Previously we have demonstrated that exhausted tumor-infiltrating CD8+ T cells (TILs) exhibit high expression of the ecto-nucleotidase CD39. In this work we aimed to characterize the phenotype of the CD39+ TILs. Using the B16-F10-OVA cancer model we determined by FACS that CD8+CD39high TILS exhibited an effector memory phenotype (CD62L-CD44+), while CD8+CD39-TIls represent a heterogeneous population (central memory, effector memory and naïve). CD8+CD39high TILS showed higher frequency of KLRG-1+CD127- cells (short-live effector phenotype) than CD39low CD8+TILS (p≤0,05). In addition, we observed that CD8+CD39high TILs showed higher expression of CD8α than CD39- or CD39int CD8TILs (p≤0,0001 in both cases). In spleen and lymph node, CD39int CD8+T cells showed higher CD8α expression than CD39- cells.
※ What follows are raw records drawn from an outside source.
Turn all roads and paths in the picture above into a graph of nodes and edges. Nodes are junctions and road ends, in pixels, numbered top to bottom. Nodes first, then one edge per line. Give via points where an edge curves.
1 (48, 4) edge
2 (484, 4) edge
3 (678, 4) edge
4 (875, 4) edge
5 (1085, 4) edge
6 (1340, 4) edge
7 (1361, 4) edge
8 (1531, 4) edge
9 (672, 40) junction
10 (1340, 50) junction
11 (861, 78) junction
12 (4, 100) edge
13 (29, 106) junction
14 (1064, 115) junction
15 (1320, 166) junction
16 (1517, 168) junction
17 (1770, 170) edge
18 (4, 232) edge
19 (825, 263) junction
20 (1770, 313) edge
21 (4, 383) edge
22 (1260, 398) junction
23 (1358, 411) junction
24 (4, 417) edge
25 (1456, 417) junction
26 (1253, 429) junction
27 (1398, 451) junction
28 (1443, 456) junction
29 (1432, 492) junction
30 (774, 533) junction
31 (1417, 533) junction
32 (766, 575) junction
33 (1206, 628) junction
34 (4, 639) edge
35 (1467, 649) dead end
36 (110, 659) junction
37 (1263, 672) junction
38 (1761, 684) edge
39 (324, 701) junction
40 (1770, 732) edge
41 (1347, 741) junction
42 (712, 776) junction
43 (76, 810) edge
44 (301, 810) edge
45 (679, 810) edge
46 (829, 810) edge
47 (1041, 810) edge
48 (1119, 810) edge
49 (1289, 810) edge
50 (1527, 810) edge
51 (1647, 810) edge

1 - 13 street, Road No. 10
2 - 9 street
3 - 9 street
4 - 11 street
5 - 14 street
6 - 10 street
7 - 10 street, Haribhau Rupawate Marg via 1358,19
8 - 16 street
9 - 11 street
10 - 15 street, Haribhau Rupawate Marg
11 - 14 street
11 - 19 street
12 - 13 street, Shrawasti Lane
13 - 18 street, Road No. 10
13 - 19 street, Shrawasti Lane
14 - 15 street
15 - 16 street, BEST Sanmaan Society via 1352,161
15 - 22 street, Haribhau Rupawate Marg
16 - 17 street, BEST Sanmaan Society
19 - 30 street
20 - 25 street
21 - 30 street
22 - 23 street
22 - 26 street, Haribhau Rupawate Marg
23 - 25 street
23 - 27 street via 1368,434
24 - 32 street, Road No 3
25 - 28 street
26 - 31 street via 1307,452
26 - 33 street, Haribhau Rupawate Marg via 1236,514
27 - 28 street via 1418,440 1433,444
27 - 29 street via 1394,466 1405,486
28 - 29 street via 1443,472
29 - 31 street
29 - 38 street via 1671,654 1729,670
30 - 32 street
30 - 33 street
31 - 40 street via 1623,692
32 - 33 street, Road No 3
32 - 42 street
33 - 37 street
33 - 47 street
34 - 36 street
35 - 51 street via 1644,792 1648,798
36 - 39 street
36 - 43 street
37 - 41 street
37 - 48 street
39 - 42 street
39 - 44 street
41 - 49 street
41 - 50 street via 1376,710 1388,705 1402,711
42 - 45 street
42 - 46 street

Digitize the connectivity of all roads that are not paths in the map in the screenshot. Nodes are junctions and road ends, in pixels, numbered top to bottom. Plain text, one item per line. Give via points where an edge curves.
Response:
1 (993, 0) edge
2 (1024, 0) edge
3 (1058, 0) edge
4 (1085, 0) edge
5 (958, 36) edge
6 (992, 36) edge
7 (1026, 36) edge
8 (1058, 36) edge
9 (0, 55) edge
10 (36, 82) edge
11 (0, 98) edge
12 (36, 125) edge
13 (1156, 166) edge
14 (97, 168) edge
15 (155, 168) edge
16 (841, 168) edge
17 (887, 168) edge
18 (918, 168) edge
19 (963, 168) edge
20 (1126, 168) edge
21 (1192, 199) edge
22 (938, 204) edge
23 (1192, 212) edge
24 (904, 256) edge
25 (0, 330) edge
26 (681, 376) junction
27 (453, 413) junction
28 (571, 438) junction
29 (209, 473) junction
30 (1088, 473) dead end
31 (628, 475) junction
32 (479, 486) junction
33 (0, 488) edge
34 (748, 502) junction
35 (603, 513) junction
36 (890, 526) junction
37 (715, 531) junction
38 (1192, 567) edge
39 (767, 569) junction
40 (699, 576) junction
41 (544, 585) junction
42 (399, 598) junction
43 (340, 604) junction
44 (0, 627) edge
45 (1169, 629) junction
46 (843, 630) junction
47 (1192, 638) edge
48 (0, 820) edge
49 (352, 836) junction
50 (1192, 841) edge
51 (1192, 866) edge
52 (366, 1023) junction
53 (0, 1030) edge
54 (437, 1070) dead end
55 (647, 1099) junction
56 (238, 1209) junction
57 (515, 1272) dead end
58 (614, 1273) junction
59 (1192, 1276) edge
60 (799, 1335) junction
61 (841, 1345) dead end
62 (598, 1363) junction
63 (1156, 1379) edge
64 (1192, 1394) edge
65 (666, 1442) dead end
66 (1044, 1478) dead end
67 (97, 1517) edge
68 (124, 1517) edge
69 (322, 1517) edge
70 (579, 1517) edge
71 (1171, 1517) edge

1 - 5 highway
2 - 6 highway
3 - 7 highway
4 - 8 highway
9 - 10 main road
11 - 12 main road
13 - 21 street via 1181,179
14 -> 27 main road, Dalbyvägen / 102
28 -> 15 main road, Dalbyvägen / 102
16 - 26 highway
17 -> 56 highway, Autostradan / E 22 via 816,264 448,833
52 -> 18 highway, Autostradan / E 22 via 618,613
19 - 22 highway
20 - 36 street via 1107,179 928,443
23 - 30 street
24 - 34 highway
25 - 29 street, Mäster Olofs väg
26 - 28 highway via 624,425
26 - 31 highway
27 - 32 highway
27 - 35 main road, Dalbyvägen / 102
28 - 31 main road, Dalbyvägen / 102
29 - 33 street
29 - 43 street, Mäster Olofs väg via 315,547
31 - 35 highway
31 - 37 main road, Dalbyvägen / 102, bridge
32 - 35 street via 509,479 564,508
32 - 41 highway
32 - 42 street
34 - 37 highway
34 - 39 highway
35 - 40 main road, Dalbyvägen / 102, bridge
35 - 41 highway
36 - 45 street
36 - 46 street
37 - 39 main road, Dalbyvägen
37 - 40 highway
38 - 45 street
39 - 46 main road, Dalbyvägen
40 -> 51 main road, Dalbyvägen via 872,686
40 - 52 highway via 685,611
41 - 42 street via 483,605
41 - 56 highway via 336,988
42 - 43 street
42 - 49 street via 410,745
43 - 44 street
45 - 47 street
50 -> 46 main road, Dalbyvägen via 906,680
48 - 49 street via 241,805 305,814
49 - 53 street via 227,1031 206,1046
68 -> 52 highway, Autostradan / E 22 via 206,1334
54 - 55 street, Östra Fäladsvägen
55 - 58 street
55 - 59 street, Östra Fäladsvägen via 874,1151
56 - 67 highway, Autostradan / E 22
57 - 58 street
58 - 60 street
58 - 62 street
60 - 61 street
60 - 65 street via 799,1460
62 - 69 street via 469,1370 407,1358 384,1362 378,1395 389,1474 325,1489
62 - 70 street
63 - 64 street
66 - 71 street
Similar results were observed in other cancer models like 4T1, MCA-OVA and CT26. We also evaluated markers of metabolic stress and we detected that CD8+CD39high TILS (obtained ex vivo) exhibited higher expression of p-mTOR, pS6 and p-AMPK than CD8+CD39-TILS (p≤0,005, p≤0,0001 and p≤0,001 respectively). After αCD3/αCD28 stimulation CD8+CD39highTILs showed lower expression of pmTOR and PS6 than CD8+CD39-TILs (p≤0,05). Studying breast cancer patients we observed that high frequency of CD8+CD39+ T cells from tumor or metastatic lymph node (MLN) showed a memory effector phenotype. Most of CD8+CD39- TILs cells exhibited phenotype of central memory or effector memory while in MLN most of this population correspond to naïve phenotype. CD8+CD39+ TILs showed higher expression of CD8α than CD39- TILs (p≤0,05). All together or results demonstrated that expression of CD39 on CD8+ T cells is associated to a short-live effector phenotype and metabolic stress. CD39 emerges as a target for treatments aimed to restore CD8 T cells anti-tumor immunity.